Review: The Complete Essays

The Complete EssaysThe Complete Essays by Michel de Montaigne

My rating: 5 of 5 stars

e’ssay. (2) A loose sally of the mind; an irregular indigested piece; not a regular and orderly composition.
—From Samuel Johnson’s Dictionary of the English Language.

Now I finally have an answer to the famous “desert island book” question: This book. It would have to be. Not that Montaigne’s Essays is necessarily the greatest book I’ve ever read—it’s not. But here Montaigne managed to do something that has eluded the greatest of our modern science: to preserve a complete likeness of a person. Montaigne lives and breathes in these pages, just as much as he would if he’d been cryogentically frozen and brought back to life before your eyes.

Working your way through this book is a little like starting a relationship. At first, it’s new and exciting. But eventually the exhilaration wears off. You begin looking for other books, missing the thrill of first love. But what Montaigne lacks in bells and whistles, he more than compensates for with his constant companionship. You learn about the intimacies of his eating habits and bowel movements, his philosophy of sex as well as science, his opinion on doctors and horsemanship. He lets it all hang out. And after a long and stressful day, you know Montaigne will be waiting on your bedside table to tell you a funny anecdote, to have easygoing conversation, or to just pass the time.

To quote Francis Bacon’s Essays: “Some books are to be tasted, others to be swallowed, and some few to be chewed and digested.” Montaigne’s essays are to be sipped. This book took me a grand total of six months to read. I would dip into it right before bed—just a few pages. Sometimes, I tried to spend more time on the essays, but I soon gave it up. Montaigne’s mind drifts from topic to topic like a sleepwalker. He has no attention span for longwinded arguments or extended exposition. It’s not quite stream-of-consciousness, but almost. As a result, whenever I tried to spend an hour on his writing, I got bored.

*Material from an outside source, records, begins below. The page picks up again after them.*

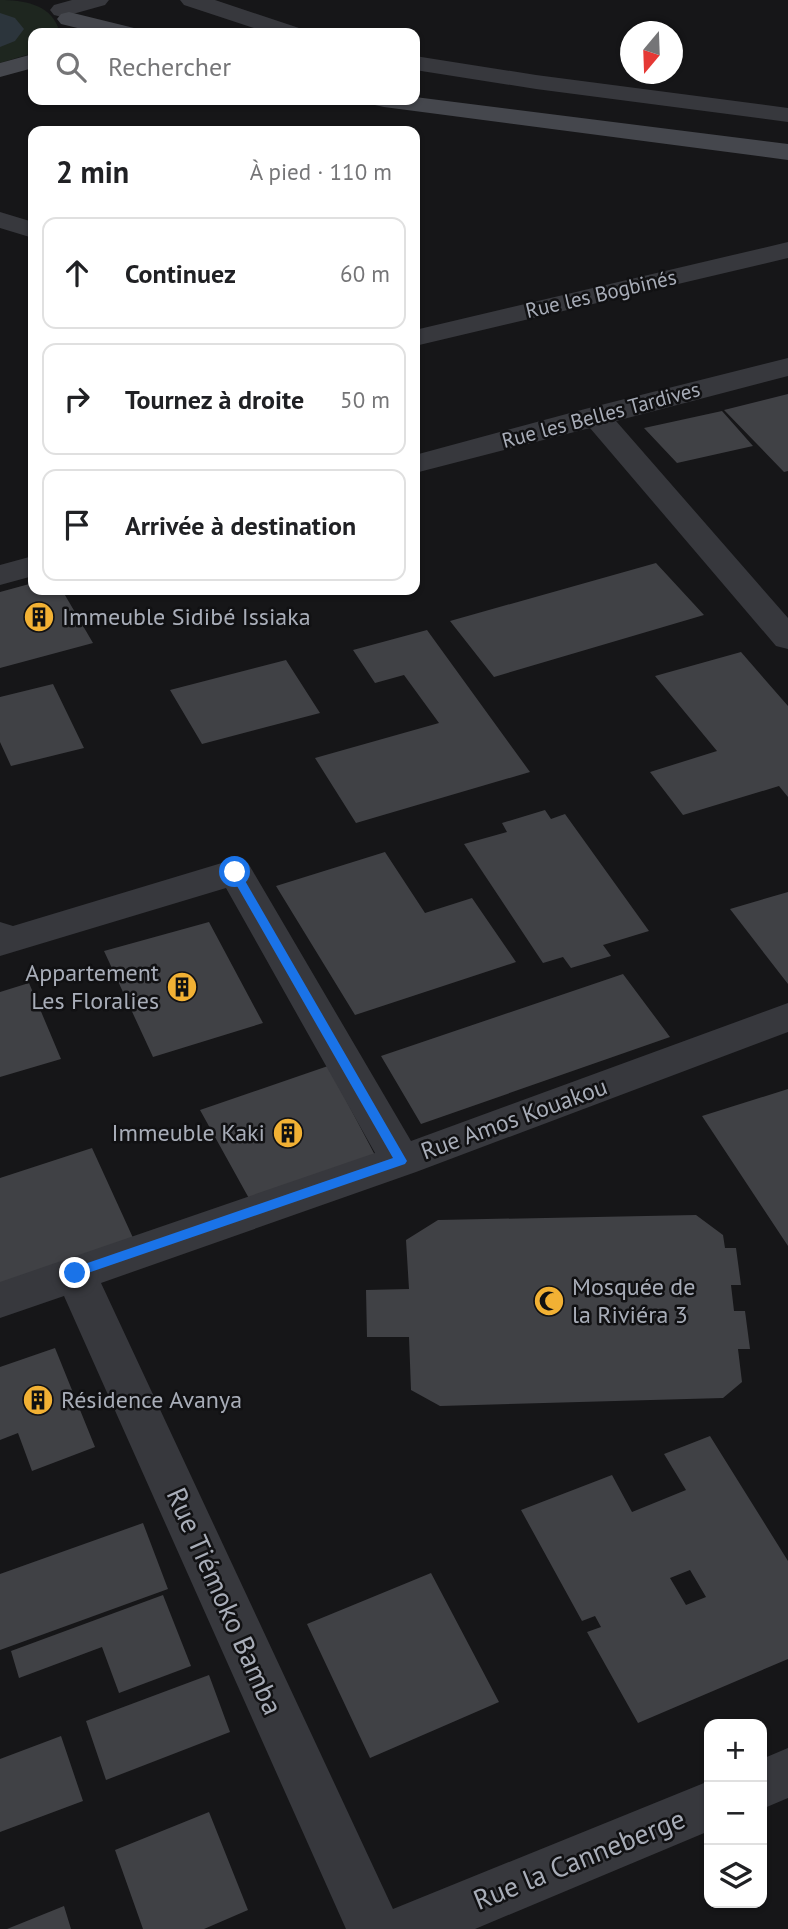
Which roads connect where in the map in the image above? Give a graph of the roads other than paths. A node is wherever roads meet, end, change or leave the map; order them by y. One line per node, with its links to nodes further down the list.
1 (97, 0): 3 (street)
2 (192, 0): 5 (street)
3 (60, 11): 4 (main road)
4 (111, 28)
5 (276, 28)
6 (28, 62): 8 (main road)
7 (420, 64): 11 (street)
8 (0, 70)
9 (420, 85): 12 (main road)
10 (420, 105): 13 (main road)
11 (788, 115)
12 (788, 130)
13 (788, 152)
14 (0, 220): 15 (street)
15 (28, 236)
16 (788, 250): 17 (street, Rue les Bogbinés)
17 (420, 337)
18 (788, 367): 19 (street, Rue les Belles Tardives)
19 (595, 415): 20 (street, Rue les Belles Tardives); 23 (street)
20 (420, 463)
21 (28, 567): 22 (street)
22 (0, 575)
23 (788, 639)
24 (0, 936): 26 (street)
25 (788, 1017): 26 (street, Rue Amos Kouakou)
26 (401, 1161): 27 (street, Rue Amos Kouakou)
27 (75, 1273): 28 (street, Rue Amos Kouakou); 32 (street, Rue Tiémoko Bamba)
28 (0, 1300)
29 (788, 1773): 30 (street)
30 (767, 1782)
31 (704, 1808): 33 (street, Rue la Canneberge)
32 (374, 1929)
33 (410, 1929)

Plus, burning your way through this book would ruin the experience of it. Another reviewer called Montaigne’s Essays the “introvert’s Bible”. This is a very perceptive comment. For me, there was something quasi-religious in the ritual of reading a few pages of this book right before bed—night after night after night. For everything Montaigne lacks in intelligence, patience, diligence, and humility, he makes up for with his exquisite sanity. I can find no other word to describe it. Dipping into his writing is like dipping a bucket into a deep well of pure, blissful sanity. It almost seems like a contradiction to call someone “profoundly down-to-earth,” but that’s just it. Montaigne makes the pursuit of living a reasonable life into high art.

Indeed, I find something in Montaigne’s quest for self-knowledge strangely akin to religious thinking. In Plato’s system, self-knowledge leads to knowledge of the abstract realm of ideals; and in the Upanishads, self-knowledge leads to the conception of the totality of the cosmos. For Montaigne, self-knowledge is the key to knowledge of the human condition. In his patient cataloging of his feelings and opinions, Montaigne shows that there is hardly anything like an unchanging ‘self’ at the center of our being, but we are rather an ever-changing flux of emotions, thoughts, memories, anxieties, hopes, and sensations. Montaigne is a Skeptic one moment, an Epicurean another, a Stoic still another, and finally a Christian.

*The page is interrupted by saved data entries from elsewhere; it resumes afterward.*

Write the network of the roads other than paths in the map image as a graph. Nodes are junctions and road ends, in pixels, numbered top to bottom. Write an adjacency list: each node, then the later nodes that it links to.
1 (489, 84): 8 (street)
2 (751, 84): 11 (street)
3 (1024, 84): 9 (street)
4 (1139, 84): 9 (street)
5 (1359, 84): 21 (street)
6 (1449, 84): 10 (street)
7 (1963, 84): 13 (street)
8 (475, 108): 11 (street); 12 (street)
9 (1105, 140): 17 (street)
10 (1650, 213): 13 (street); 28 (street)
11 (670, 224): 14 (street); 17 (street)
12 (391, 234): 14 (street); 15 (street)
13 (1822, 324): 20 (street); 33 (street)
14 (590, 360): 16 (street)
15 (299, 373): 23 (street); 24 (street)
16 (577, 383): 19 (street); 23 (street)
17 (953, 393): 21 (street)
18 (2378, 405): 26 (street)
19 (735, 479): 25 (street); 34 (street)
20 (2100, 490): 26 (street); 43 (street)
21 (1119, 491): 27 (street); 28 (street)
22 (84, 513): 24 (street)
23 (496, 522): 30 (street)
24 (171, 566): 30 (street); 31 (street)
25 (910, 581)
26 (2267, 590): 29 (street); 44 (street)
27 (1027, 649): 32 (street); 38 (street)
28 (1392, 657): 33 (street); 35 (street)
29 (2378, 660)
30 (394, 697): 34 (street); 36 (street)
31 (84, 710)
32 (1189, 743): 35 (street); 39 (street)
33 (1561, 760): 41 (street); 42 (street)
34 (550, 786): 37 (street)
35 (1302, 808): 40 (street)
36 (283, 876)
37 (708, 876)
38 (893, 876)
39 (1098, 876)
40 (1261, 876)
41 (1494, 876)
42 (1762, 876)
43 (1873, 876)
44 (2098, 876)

And isn’t this how it always is? You may take pride in a definition of yourself—a communist, a musician, a vegan—but no simple label ever comes close to pinning down the chaotic stream that is human life. We hold certain principles near and dear one moment, and five minutes later these principles are forgotten with the smell of lunch. The most dangerous people, it seems, are those that do try to totalize themselves under one heading or one creed. How do you reason with a person like that?

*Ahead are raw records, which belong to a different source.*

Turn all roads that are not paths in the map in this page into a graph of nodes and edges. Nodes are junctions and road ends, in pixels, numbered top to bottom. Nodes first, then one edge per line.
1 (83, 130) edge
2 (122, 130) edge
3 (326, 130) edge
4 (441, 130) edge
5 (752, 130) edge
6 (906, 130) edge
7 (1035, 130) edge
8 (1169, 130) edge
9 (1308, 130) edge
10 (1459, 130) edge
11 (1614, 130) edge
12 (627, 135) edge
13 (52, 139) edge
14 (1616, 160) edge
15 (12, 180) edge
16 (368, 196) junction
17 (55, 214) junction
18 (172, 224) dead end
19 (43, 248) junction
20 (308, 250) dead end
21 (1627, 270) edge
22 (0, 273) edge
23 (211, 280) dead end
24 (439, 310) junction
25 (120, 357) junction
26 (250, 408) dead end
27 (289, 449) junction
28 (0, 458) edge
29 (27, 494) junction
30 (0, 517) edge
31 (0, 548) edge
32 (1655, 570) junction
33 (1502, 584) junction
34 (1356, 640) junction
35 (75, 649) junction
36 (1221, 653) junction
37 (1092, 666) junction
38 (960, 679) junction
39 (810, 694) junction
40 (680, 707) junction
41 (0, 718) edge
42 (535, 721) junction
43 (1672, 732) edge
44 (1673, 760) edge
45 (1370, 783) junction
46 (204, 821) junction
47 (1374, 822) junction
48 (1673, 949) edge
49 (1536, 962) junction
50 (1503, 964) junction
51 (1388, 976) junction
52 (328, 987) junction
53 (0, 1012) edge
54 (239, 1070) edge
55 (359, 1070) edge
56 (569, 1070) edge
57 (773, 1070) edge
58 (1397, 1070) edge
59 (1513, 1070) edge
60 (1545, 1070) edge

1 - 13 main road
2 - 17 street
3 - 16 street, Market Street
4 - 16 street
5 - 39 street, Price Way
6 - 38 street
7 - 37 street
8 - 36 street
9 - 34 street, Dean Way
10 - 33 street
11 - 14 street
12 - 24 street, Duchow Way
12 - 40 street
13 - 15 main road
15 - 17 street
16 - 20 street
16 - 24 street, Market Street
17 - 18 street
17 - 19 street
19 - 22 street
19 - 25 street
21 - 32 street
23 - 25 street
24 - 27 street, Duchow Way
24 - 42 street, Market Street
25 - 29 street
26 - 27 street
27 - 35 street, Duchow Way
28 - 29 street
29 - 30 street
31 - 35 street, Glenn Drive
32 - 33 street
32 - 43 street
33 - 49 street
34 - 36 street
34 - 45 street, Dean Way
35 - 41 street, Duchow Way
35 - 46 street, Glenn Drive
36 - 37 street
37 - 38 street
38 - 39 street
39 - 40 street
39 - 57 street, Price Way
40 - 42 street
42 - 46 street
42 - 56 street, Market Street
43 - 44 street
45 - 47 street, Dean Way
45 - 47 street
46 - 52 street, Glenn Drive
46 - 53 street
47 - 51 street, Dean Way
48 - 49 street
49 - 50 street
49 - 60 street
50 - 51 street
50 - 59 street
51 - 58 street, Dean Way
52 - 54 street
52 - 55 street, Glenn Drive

I’ve read too much Montaigne—now I’m rambling. To return to this book, I’m both sorry that I’ve finished it, and excited that it’s done. Now I can move on to another bedside book. But if I ever feel myself drifting towards radicalism, extremism, or if I start to think abstract arguments are more important than the real stuff of human life, I will return to my old friend Montaigne. This is a book that could last you a lifetime.